A statement of Gerry McCann's, broadcast on Oct. 5, 2007 by CBS News (The Early Show, from an interview in late August and held in Lisbon, with reporter Mirna Schindler of Chile's Television Nacional, for "Informe Especial") would appear to place Gerry, not merely elsewhere, but actually in the company of Kate as she checks out the situation:

"No, I mean, that, I think, was absolutely certain but, you know, before you (Kate) raised the alarm, we double and treble checked, but we certainly had no doubt in our mind that she'd been taken."

Everybody sprinted back

Did they indeed?

Tapas diner David Payne gives the lie, both to this statement and Kate's claim that as soon as the table was in sight she started screaming, "Madeleine's gone! Someone's taken her!" The following is extracted from his Rogatory Interview:

"Kate came back just after ten o'clock, you know absolutely distraught err you know just, you know her face I'll never forget. It was a face of someone's child who had been taken and you know and very clearly said she's gone, she's you know, she's gone, you know and there was a disbelief on our face you know ah you know you must be mistaken, what, and then you know just looking at her we just all err left the table, rushed over to her and as we were walking up towards the flat she said err you know they've taken her and it was, you know, and I know there's been a controversy about what was actually said but you know that is very accurately what had been said."

From which one can only conclude that Kate's account of the truth is not quite so accurately what was said or, for that matter, what was done. It would certainly appear that her attempts at suppressing the 'negative voice in her head, tormenting her with the words "She's gone. She's gone"' were not entirely successful. Since these were the very words David Payne heard, they must have escaped Kate's head in order to have entered his.

Once the McCann entourage had variously walked, jogged or sprinted back to apartment 5A, Kate became concerned for her other children, twins Sean and Amelie 'lying on their fronts' in their respective cots, and seemingly oblivious to the pandemonium going on around them; something which 'seemed unnatural' to Kate, who placed the palms of her hands on each of their backs to check for chest movement - 'for some sign of life.'

What remarkable powers Matthew Oldfield had demonstrated barely three quarters of an hour earlier! During his Rogatory Interview he described his experience thus:

"So I approached the room but I didn't actually go in because you could see the twins in the cots and one of the, you could see the twins in the cots because they're in with, sort of the cots were in the middle of the room with sort of a gap of about sort of maybe a foot between the two, the cots had sort of got that fabric end and sort of a mesh side, so you could see the sides and you could see them, erm, see them breathing and there were two there and it was all completely quiet."
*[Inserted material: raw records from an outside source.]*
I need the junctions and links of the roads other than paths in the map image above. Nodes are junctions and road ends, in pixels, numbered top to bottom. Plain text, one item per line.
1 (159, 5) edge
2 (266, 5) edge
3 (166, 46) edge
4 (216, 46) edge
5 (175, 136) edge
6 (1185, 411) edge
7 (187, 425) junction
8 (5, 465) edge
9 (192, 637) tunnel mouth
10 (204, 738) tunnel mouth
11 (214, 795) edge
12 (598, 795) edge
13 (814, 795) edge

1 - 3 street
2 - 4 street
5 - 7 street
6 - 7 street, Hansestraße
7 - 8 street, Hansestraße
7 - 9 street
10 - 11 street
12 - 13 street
From outside a darkened room Oldfield was able to see both twins breathing. Had they, like a pair of synchronized swimmers, simultaneously rotated, so as to make the task that much more difficult for Kate, who was standing right alongside them - with the lights on!? For the book she describes her 'hands on' approach to the question of the twins' vital signs. An informed police source relates how a witness, who was present at the time, saw it somewhat differently:

"...it is certain that those children were sleeping, it is true that they did not wake up during all that noise and it is also certain that the mother, according to a witness, Fiona Payne, held her hand under the twins' noses to see if they were breathing."
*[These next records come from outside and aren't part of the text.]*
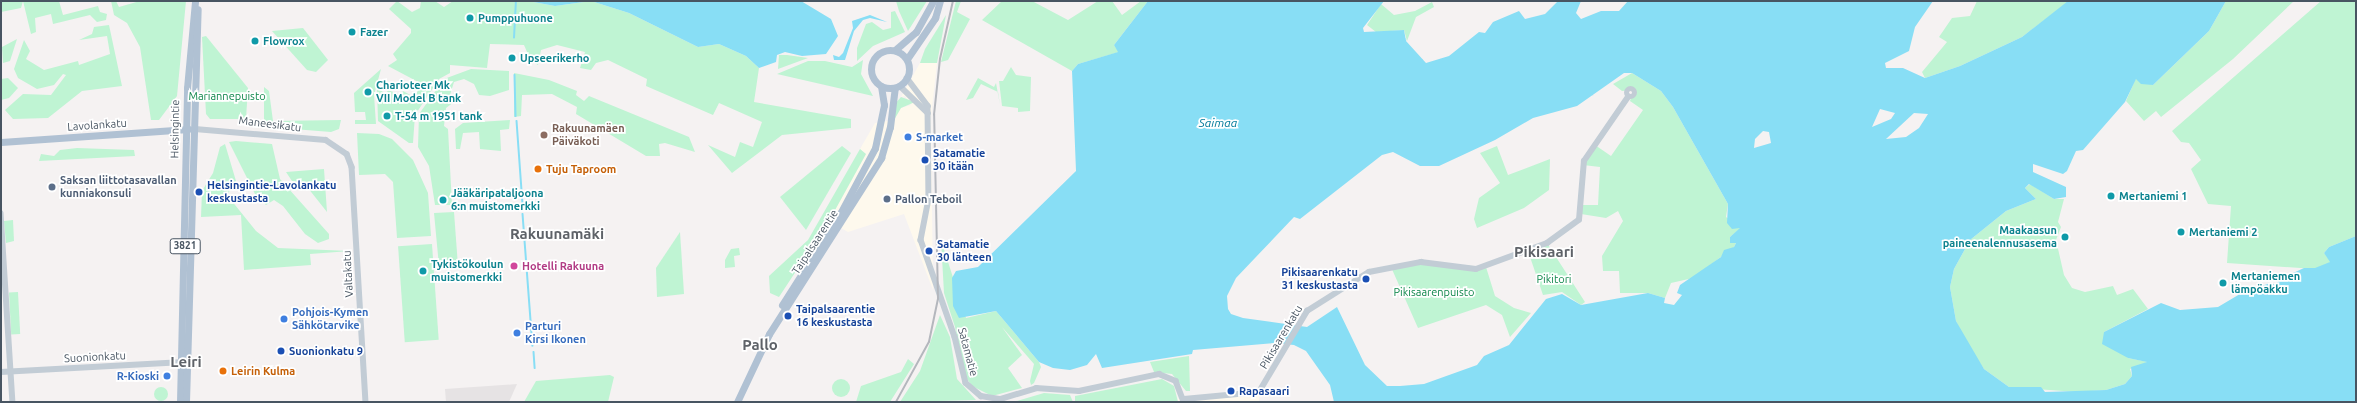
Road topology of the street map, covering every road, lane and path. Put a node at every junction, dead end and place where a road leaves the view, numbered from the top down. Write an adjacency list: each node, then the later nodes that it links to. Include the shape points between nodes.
1 (195, 1): 13 (main road, Helsingintie / 3821)
2 (198, 1): 12 (main road, Helsingintie / 3821)
3 (934, 1): 5 (main road, via 916,32)
4 (940, 1): 6 (main road, via 935,18)
5 (895, 50): 6 (main road); 8 (main road, via 883,51 873,59 872,78)
6 (907, 59): 7 (main road)
7 (907, 78): 9 (main road); 11 (street, Satamatie, via 926,99)
8 (881, 86): 9 (main road); 25 (main road, Taipalsaarentie, via 884,105 875,148 841,212 759,344)
9 (898, 87): 11 (street); 26 (main road, Taipalsaarentie, via 881,158 769,334)
10 (1628, 97): 20 (street, Pikisaarenkatu, via 1584,161 1579,220 1547,243 1476,269 1421,262 1369,272 1316,302 1301,319 1259,392)
11 (928, 113): 20 (street, Satamatie, via 929,199 921,240 955,337 966,383 981,396 996,399 1036,388 1079,391 1159,374 1176,381)
12 (195, 129): 13 (main road, Lavolankatu); 15 (street, Maneesikatu, via 326,140); 17 (main road, Helsingintie / 3821)
13 (186, 130): 14 (main road, Lavolankatu); 17 (main road, Helsingintie / 3821)
14 (1, 142)
15 (341, 148): 24 (street, Valtakatu, via 352,167)
16 (1, 213): 19 (street)
17 (185, 362): 19 (street, Suonionkatu); 22 (main road, Helsingintie / 3821); 23 (main road, Helsingintie / 3821)
18 (1, 372): 19 (street, Suonionkatu)
19 (11, 372): 21 (street)
20 (1184, 401)
21 (13, 402)
22 (180, 402)
23 (186, 402)
24 (366, 402)
25 (733, 402)
26 (737, 402)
In the grand scheme of things it makes precious little difference which way up the twins were sleeping, or quite what Kate McCann did with her hands in order to ascertain that they were breathing, although why she was incapable of seeing in the light what Matthew Oldfield clearly saw in the dark is something of a mystery.

So much for chapter one!

Based on Kate's earlier 'diaries' and other scripts ,'Madeleine' has been years in the planning and months in the writing, yet anyone expecting to be reassured or challenged by the revelation of significant, hitherto unreported facts is likely to be disappointed. That said, Kate's narrative will be helpful. In telling us what she wants us to know, she will inevitably tell us other things besides.